--- The input Enclosed Below ---

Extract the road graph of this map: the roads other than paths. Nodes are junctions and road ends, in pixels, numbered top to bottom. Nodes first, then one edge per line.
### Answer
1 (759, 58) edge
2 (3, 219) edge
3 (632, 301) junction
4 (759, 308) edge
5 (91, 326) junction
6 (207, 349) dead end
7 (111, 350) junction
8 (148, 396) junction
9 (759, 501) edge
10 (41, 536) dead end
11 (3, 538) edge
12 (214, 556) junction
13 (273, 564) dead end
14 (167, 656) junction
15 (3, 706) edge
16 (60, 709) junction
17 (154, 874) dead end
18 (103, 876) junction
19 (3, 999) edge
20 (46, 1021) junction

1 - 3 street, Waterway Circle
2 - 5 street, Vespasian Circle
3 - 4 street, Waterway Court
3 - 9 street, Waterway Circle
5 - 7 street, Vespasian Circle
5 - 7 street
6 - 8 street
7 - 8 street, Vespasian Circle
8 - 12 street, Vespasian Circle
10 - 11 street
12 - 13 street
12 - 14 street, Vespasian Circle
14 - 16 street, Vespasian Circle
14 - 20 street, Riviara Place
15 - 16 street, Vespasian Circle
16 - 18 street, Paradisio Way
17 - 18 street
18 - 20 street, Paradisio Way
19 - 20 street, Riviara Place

--- End of Enclosed The input ---

#### [Requirement]
A faithful copy of all the records is required.

#### [Reply to the task]
Extract the road graph of this map: the roads other than paths. Nodes are junctions and road ends, in pixels, numbered top to bottom. Nodes first, then one edge per line.
### Answer
1 (759, 58) edge
2 (3, 219) edge
3 (632, 301) junction
4 (759, 308) edge
5 (91, 326) junction
6 (207, 349) dead end
7 (111, 350) junction
8 (148, 396) junction
9 (759, 501) edge
10 (41, 536) dead end
11 (3, 538) edge
12 (214, 556) junction
13 (273, 564) dead end
14 (167, 656) junction
15 (3, 706) edge
16 (60, 709) junction
17 (154, 874) dead end
18 (103, 876) junction
19 (3, 999) edge
20 (46, 1021) junction

1 - 3 street, Waterway Circle
2 - 5 street, Vespasian Circle
3 - 4 street, Waterway Court
3 - 9 street, Waterway Circle
5 - 7 street, Vespasian Circle
5 - 7 street
6 - 8 street
7 - 8 street, Vespasian Circle
8 - 12 street, Vespasian Circle
10 - 11 street
12 - 13 street
12 - 14 street, Vespasian Circle
14 - 16 street, Vespasian Circle
14 - 20 street, Riviara Place
15 - 16 street, Vespasian Circle
16 - 18 street, Paradisio Way
17 - 18 street
18 - 20 street, Paradisio Way
19 - 20 street, Riviara Place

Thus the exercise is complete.